Diwali 2015 – Festival of Lights, and laughter
Even though the national dish of the UK is rumoured to be chicken tikka masala, and most British families have an Indian recipe or two in their repertoire, I have never had a homemade Indian dessert. In multicultural Singapore there was the chance to witness many special festivals and as food features prominently in most of them, there was always something to learn. Diwali, or Deepavali, the festival of lights is being celebrated this year on November 11th, so why not try making something different?
Sweets or ‘mithai’ are as part of Diwali as the tin of Quality Street chocolates is at Christmas in the UK. Sweets are also given to, and received by, extended family and business contacts during this period, just like mooncakes for the lunar festival in the Chinese culture. They also figure prominently at weddings and all kinds of celebrations from graduation to weddings and the welcoming of new babies into the family.
Barfi (or burfi) is one of the easiest types of Indian set to recreate at home, as it is naturally gluten free, unlike many of the others. Almost like a fudge, it is made by boiling together milk and sugar, with the addition of ingredients such as coconut, cardamom, rosewater, pistachios. There are even recipes now for chocolate barfi! I would serve this cut into tiny squares (it is VERY rich!) alongside clementines or dates and nuts as a platter for dessert with coffee.
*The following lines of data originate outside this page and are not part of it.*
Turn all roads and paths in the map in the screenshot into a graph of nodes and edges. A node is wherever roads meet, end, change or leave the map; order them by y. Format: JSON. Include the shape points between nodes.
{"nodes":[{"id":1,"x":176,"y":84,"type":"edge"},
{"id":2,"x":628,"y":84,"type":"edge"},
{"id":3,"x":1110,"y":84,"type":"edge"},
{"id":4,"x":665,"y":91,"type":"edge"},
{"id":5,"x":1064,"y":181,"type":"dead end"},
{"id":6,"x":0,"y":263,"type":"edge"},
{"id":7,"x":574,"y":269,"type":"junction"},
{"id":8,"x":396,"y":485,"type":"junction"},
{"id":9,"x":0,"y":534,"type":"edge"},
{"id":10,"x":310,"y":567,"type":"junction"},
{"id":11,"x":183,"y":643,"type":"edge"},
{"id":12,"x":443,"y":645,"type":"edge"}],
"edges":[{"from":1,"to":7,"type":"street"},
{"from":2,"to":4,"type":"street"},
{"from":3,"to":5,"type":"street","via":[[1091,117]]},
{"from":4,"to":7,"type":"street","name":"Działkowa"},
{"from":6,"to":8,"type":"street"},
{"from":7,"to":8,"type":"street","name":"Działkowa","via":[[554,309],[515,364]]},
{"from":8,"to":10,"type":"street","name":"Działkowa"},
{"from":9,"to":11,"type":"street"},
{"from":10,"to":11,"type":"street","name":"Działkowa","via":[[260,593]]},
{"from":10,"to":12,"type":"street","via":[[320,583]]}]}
While I was in Singapore recently I recorded a podcast of this recipe with my friend Karen who runs the Singapore Coeliacs support group. If you’d like to hear me talking about this recipe (and me laughing a lot), then you can find it here.
- 3/4 cup sesame seeds
- 1 cup double cream
- 1 cup dried whole milk powder
- 1/2 cup sugar
- 1/8 teaspoon ground cardamom seed
- Roast the sesame seeds in a dry pan over medium heat till they are golden in colour - about 3-4 minutes. Set aside to cool.
- In a non-stick frying pan combine the cream and dried milk powder. Heat over a medium-high heat, stirring continuously until the mixture starts to bubble. Lower the heat to medium and keep stirring and scraping the sides and bottom of the pan for 8-10 minutes, until mixture comes together to form a thick paste.
- Add the roasted sesame seeds and mix well. Stir for another 2-3 minutes until mixture starts to look like a soft dough.
- Lower the heat to low and add sugar and cardamom powder and mix well. Keep stirring for 1-2 minutes and bring the burfi back to a dough-like texture.
- Spread barfi mixture in a lightly greased 6"/15cm square cake tin to approximately ½"/1.25cm thick. Let it set for two hours at room temperature before cutting to desired shape.
- The pieces of barfi will store well in an airtight container in the fridge for up to 2 weeks.